_DIRECTIONS_
From the data, copy out every line in which the word "above" appears.

_GIVEN INFORMATION_
------------

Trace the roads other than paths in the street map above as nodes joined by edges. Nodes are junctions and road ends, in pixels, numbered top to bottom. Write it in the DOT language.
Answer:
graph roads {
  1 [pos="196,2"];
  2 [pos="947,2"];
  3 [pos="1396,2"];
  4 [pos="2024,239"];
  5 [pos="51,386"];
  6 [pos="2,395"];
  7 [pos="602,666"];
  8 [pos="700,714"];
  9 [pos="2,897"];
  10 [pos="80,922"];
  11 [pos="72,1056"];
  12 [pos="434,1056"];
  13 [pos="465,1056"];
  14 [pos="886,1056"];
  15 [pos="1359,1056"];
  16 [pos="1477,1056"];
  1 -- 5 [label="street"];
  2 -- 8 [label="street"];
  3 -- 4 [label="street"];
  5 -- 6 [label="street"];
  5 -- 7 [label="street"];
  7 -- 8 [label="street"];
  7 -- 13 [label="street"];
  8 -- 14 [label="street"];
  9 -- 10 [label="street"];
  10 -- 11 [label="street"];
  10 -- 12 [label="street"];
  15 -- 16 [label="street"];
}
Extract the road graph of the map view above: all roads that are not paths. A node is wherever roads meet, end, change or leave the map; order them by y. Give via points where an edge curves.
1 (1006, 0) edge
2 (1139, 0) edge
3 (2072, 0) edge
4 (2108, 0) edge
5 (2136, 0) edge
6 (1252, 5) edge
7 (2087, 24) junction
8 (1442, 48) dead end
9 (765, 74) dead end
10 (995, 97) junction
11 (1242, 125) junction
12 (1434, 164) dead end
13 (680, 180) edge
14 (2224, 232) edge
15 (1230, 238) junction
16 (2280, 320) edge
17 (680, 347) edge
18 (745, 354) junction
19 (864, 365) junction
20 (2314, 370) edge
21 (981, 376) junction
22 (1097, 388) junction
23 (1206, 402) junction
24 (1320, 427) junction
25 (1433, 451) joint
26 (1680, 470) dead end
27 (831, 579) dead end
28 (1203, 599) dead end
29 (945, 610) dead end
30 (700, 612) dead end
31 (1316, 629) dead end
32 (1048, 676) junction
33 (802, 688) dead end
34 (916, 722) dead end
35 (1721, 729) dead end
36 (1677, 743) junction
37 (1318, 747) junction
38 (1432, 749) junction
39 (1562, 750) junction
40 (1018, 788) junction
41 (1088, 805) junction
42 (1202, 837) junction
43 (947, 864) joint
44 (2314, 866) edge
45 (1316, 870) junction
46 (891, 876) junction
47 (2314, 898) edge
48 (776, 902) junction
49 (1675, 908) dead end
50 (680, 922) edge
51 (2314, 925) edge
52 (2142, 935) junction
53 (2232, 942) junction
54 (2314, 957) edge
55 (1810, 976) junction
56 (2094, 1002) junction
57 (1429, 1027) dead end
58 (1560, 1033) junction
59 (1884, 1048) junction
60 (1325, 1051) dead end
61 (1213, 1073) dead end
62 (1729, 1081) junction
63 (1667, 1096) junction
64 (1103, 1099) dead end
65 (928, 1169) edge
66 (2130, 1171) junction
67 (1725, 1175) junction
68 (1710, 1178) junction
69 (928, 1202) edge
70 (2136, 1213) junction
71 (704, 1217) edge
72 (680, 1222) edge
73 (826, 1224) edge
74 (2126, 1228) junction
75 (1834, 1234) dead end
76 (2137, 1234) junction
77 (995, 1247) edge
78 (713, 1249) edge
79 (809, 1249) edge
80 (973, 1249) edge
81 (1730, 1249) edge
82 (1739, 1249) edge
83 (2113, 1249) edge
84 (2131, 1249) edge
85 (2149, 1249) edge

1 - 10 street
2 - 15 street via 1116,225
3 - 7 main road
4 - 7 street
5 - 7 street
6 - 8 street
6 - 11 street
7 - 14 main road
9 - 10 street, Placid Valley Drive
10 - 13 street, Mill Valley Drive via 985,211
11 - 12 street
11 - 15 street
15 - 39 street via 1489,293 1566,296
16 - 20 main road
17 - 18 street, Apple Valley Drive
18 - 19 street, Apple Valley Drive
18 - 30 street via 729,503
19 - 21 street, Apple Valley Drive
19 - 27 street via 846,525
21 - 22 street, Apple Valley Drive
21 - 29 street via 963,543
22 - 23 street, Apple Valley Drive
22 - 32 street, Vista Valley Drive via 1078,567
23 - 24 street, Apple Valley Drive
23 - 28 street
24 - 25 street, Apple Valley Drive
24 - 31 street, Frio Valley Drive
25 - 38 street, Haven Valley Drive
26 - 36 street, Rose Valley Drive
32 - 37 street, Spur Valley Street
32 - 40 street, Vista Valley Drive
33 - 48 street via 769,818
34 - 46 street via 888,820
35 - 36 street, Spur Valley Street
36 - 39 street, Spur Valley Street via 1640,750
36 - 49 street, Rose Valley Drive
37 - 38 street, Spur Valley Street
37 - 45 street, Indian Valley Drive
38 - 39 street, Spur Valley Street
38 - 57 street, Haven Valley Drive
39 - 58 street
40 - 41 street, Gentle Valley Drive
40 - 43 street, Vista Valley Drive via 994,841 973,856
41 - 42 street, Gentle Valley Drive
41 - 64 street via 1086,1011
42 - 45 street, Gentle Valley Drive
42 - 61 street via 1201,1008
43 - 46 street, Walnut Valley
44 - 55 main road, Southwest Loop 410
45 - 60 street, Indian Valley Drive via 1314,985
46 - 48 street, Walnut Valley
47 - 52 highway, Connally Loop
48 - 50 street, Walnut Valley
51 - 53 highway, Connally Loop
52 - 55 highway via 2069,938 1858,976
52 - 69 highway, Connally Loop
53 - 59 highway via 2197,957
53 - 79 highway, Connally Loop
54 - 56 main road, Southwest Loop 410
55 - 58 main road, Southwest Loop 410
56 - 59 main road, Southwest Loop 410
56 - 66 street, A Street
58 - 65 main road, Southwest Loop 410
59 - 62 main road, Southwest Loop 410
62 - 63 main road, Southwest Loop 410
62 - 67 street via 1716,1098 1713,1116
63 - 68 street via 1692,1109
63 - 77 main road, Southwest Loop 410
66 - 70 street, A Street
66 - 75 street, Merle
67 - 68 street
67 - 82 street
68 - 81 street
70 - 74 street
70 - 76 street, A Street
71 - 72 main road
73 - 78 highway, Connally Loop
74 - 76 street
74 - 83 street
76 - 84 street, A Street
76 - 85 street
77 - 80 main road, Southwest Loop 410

------------

_EXERCISE SOLUTION_
Trace the roads other than paths in the street map above as nodes joined by edges. Nodes are junctions and road ends, in pixels, numbered top to bottom. Write it in the DOT language.
Extract the road graph of the map view above: all roads that are not paths. A node is wherever roads meet, end, change or leave the map; order them by y. Give via points where an edge curves.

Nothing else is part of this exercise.